When our cat, Mishka, stopped eating, the vet said there was very little chance it was anything other than her infected tooth driving her white blood cell count through the roof. Three months later, she died of the stomach cancer that had gone undetected.
Ordinarily I wouldn’t get so personal or morbid, but the death of my cat illustrates something we typically forget. As a culture, business and otherwise, we’ve convinced ourselves that a single backup is sufficient. And usually we’re right. In the face of singular catastrophic events, redundancy delivers reliability. In the short term, you can cover off to be as high as 100% reliability. What the death of my cat taught us is that the universe is not that predictable.
Even if you could get your business right 99.9% of the time, you’d feel pretty good about yourself, right?
In the world of service providers, 99.9% uptime means almost nine hours of unavailability a year, just over a minute a day. Is that good enough? Not for those contract calls that didn’t get through, or the factories without power, or those transit riders stuck in a dark tunnel instinctively wondering if they’ll ever see the light of day again.
Last week our SIP trunking customers experienced a disruption in service for almost an hour. An unforeseen fault in a piece of open source switch code. Averaged over the year, that’s an uptime of approximately 99.99%. Is that good enough? No. A few of our customers threatened to leave service, or at least drop us to backup status. And that’s to be expected. As unachievable as it is, perfection is in demand.

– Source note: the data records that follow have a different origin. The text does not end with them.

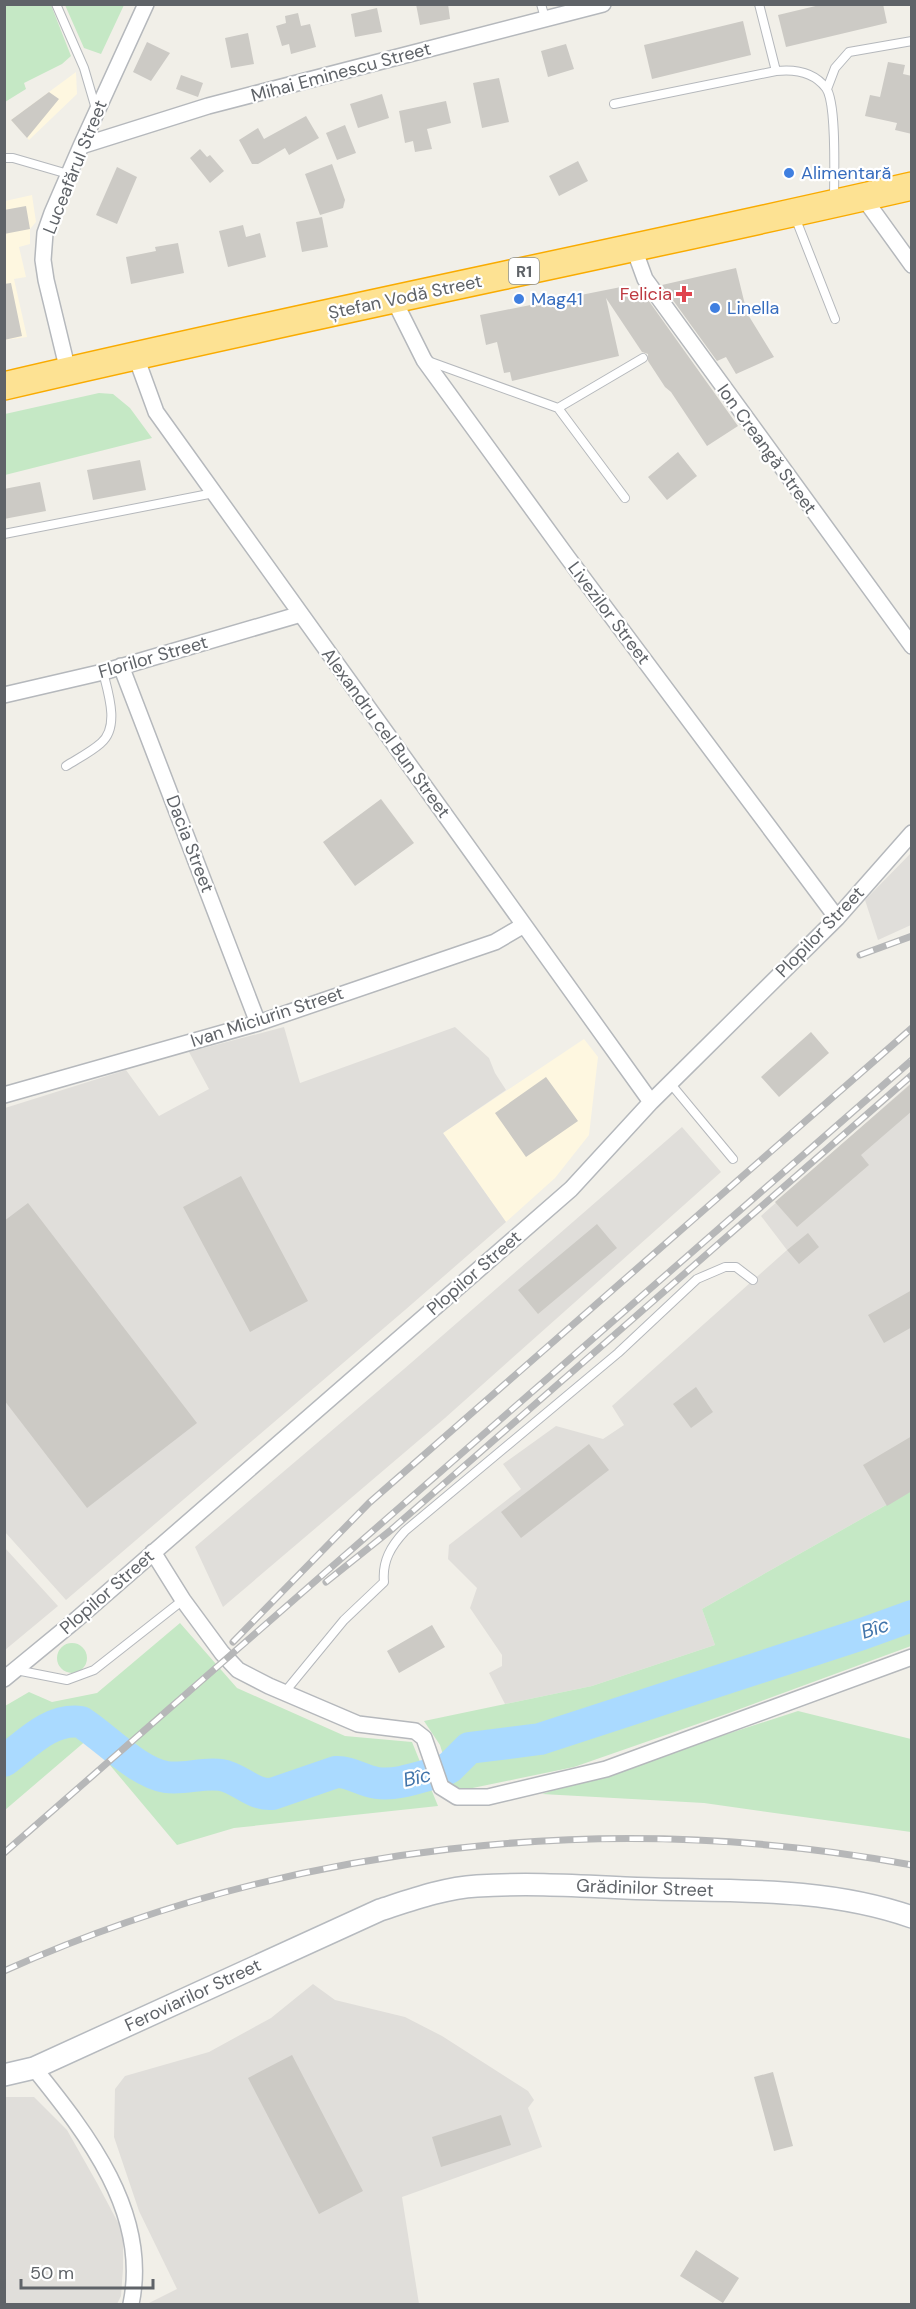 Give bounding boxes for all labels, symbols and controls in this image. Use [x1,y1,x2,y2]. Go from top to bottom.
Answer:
street label: Mihai Eminescu Street [248,36,434,108]
street label: Luceafărul Street [37,96,113,238]
place label: Alimentară [801,161,891,185]
marker: Alimentară [782,166,796,180]
road number: R1 [509,258,539,284]
street label: Ștefan Vodă Street [326,269,484,325]
place label: Felicia [620,282,672,306]
place label: Mag41 [531,287,583,311]
marker: Felicia [677,287,691,301]
marker: Mag41 [512,292,526,306]
place label: Linella [727,296,779,320]
marker: Linella [708,301,722,315]
street label: Ion Creangă Street [712,379,822,519]
street label: Livezilor Street [562,557,656,669]
street label: Florilor Street [96,630,210,684]
street label: Alexandru cel Bun Street [316,643,456,823]
street label: Dacia Street [160,792,220,896]
street label: Plopilor Street [770,881,870,983]
street label: Ivan Miciurin Street [187,981,347,1053]
street label: Plopilor Street [422,1225,526,1321]
street label: Plopilor Street [55,1544,159,1640]
water label: Bîc [858,1611,892,1645]
water label: Bîc [400,1761,434,1793]
street label: Grădinilor Street [576,1874,714,1902]
street label: Feroviarilor Street [121,1953,265,2037]
scale bar [21,2252,153,2290]
text: 50 m [30,2261,74,2285] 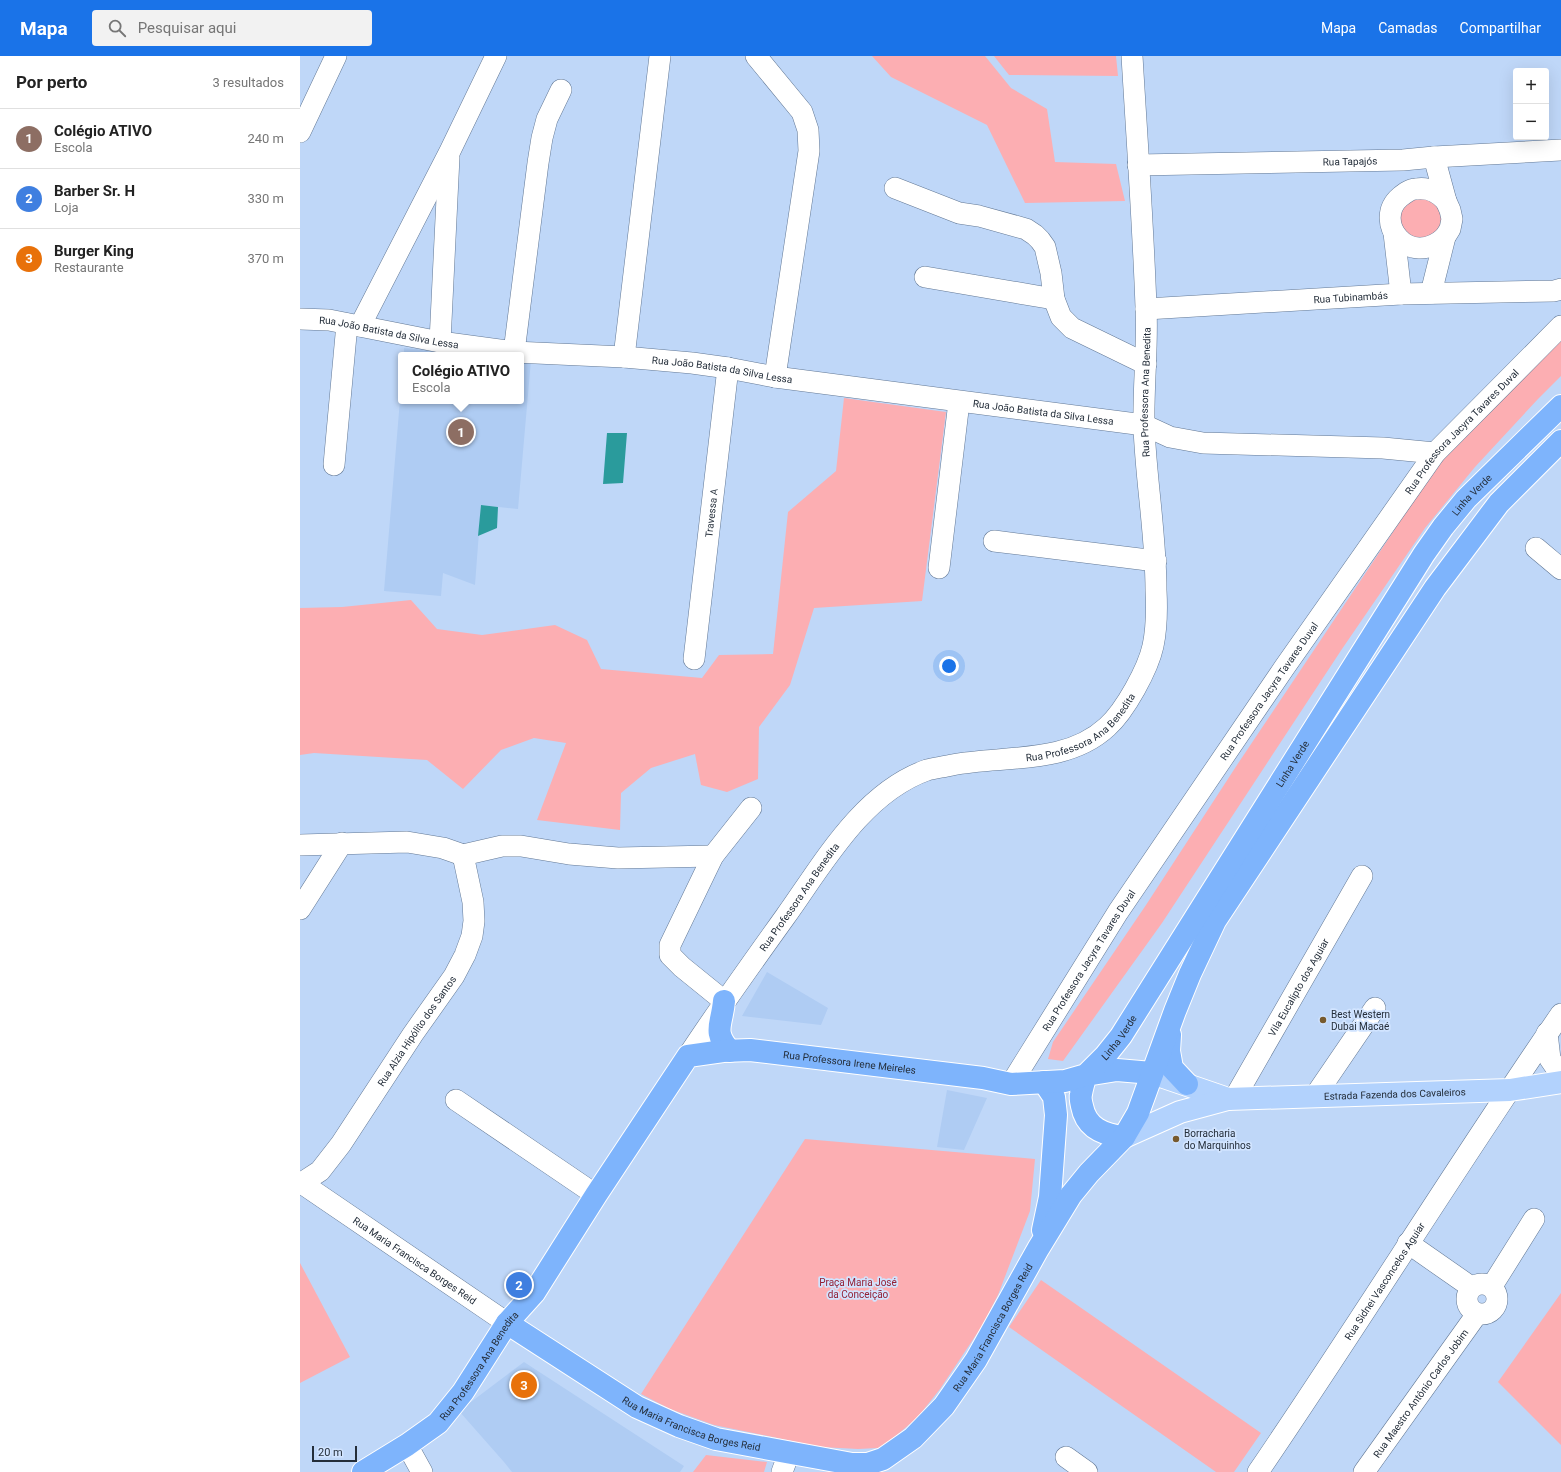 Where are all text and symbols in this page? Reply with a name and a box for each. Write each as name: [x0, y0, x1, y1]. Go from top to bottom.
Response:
search box: [92, 10, 372, 46]
text: Mapa: [20, 17, 68, 40]
icon: search: [106, 17, 128, 39]
text: Pesquisar aqui: [138, 19, 236, 37]
text: Mapa: [1321, 20, 1356, 36]
text: Camadas: [1378, 20, 1438, 36]
text: Compartilhar: [1460, 20, 1541, 36]
map controls: [1513, 68, 1549, 140]
button: +: [1513, 68, 1549, 104]
text: Por perto: [16, 72, 87, 92]
text: 3 resultados: [212, 75, 284, 90]
button: −: [1513, 104, 1549, 140]
text: Colégio ATIVO: [54, 122, 152, 140]
text: 1: [25, 131, 33, 146]
text: 240 m: [247, 131, 284, 146]
text: Escola: [54, 140, 93, 155]
street label: Rua Tapajós: [1323, 155, 1377, 167]
text: Barber Sr. H: [54, 182, 135, 200]
text: 2: [25, 191, 33, 206]
text: 330 m: [247, 191, 284, 206]
text: Loja: [54, 200, 79, 215]
text: Burger King: [54, 242, 134, 260]
text: 3: [25, 251, 33, 266]
text: 370 m: [247, 251, 284, 266]
text: Restaurante: [54, 260, 124, 275]
street label: Rua Tubinambás: [1313, 289, 1388, 305]
street label: Rua João Batista da Silva Lessa: [319, 314, 459, 350]
street label: Rua Professora Ana Benedita: [1138, 327, 1152, 458]
popup: [398, 352, 524, 404]
street label: Rua João Batista da Silva Lessa: [651, 354, 793, 385]
text: Colégio ATIVO: [412, 362, 510, 380]
street label: Rua Professora Jacyra Tavares Duval: [1402, 367, 1521, 496]
text: Escola: [412, 380, 451, 395]
street label: Rua João Batista da Silva Lessa: [972, 397, 1114, 427]
pin: 1: [448, 417, 474, 447]
street label: Linha Verde: [1450, 472, 1494, 517]
street label: Travessa A: [703, 488, 719, 538]
street label: Rua Professora Jacyra Tavares Duval: [1218, 620, 1320, 762]
your location: [939, 656, 959, 676]
street label: Rua Professora Ana Benedita: [1025, 691, 1137, 763]
street label: Linha Verde: [1274, 739, 1311, 789]
street label: Rua Professora Ana Benedita: [757, 841, 841, 953]
street label: Rua Professora Jacyra Tavares Duval: [1040, 888, 1137, 1033]
street label: Vila Eucalipto dos Aguiar: [1266, 936, 1331, 1038]
street label: Rua Alzia Hipólito dos Santos: [375, 974, 458, 1088]
place label: Best Western Dubai Macaé: [1331, 1009, 1390, 1032]
street label: Linha Verde: [1099, 1013, 1138, 1062]
marker: Best Western Dubai Macaé: [1318, 1015, 1328, 1025]
street label: Rua Professora Irene Meireles: [783, 1049, 917, 1075]
street label: Estrada Fazenda dos Cavaleiros: [1324, 1086, 1466, 1101]
place label: Borracharia do Marquinhos: [1184, 1128, 1251, 1151]
marker: Borracharia do Marquinhos: [1171, 1134, 1181, 1144]
street label: Rua Maria Francisca Borges Reid: [351, 1214, 479, 1306]
street label: Rua Sidnei Vasconcelos Aguiar: [1342, 1220, 1427, 1342]
street label: Rua Maria Francisca Borges Reid: [951, 1261, 1034, 1393]
pin: 2: [506, 1270, 532, 1300]
park label: Praça Maria José da Conceição: [819, 1277, 897, 1300]
street label: Rua Professora Ana Benedita: [437, 1309, 520, 1422]
street label: Rua Maestro Antônio Carlos Jobim: [1371, 1327, 1470, 1460]
pin: 3: [511, 1370, 537, 1400]
street label: Rua Maria Francisca Borges Reid: [621, 1394, 761, 1453]
scale bar: [312, 1444, 357, 1463]
text: 20 m: [318, 1446, 343, 1459] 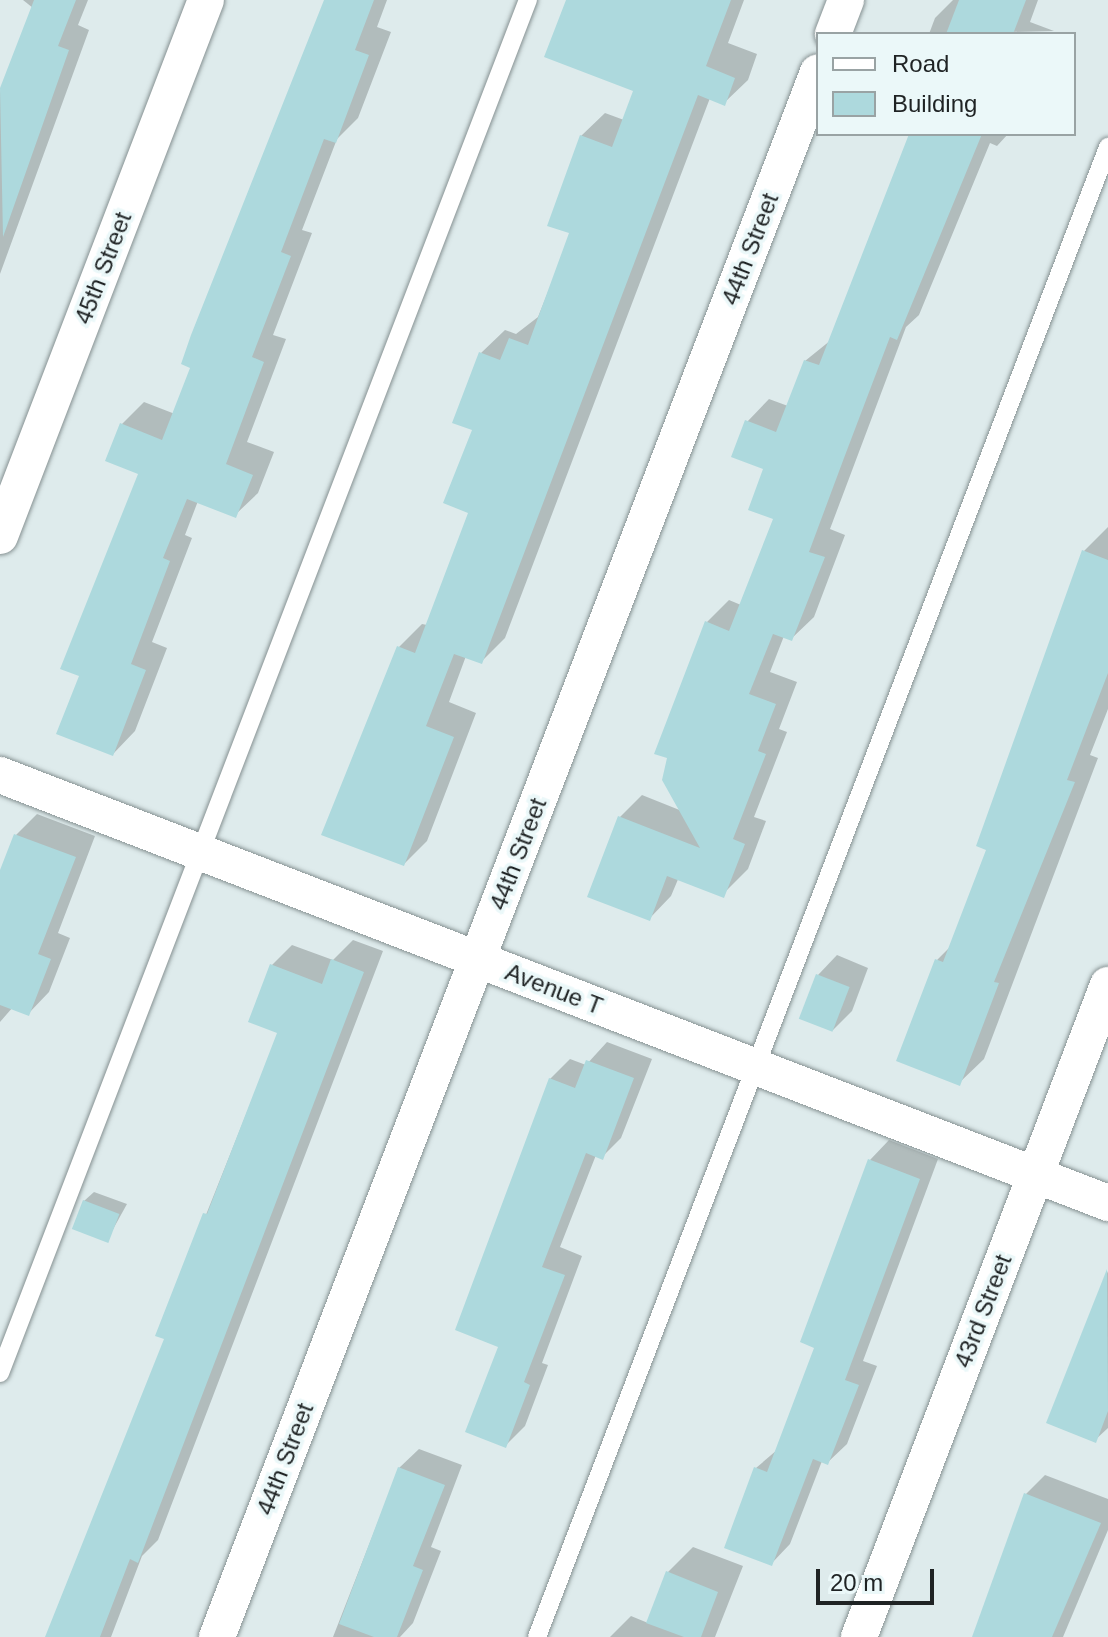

The pace of business is constant and relentless. Companies, particularly SMBs, don’t have time to slow down for interruptions. To be nimble, businesses need results they can count on. And the reality is, sometimes that means better than 99.99% uptime (under one minute of downtime a week).
Most of us, with a few notable exceptions, backup our business. No amount of planning and redundancy can completely insulate you against failure. You can be prepared to react to disaster but you cannot control your 360 degree environment. Given time, a meteor will get through. The perfection demanded by today’s users is the goal we should all strive toward, but 100% forever is an unachievable dream, the future is too uncertain.
For the most part, people will be reasonable. Customers will give you slack from time to time. But regular or repeated failure is hard to reward with loyalty.
So when you do fail, stand up, dust off, and take the steps to keep what tripped you up from ever happening again. You will never be good enough for everyone and that’s OK, that’s business. But if you fail to learn from your failures, and they happen again, soon you won’t be good enough for anyone.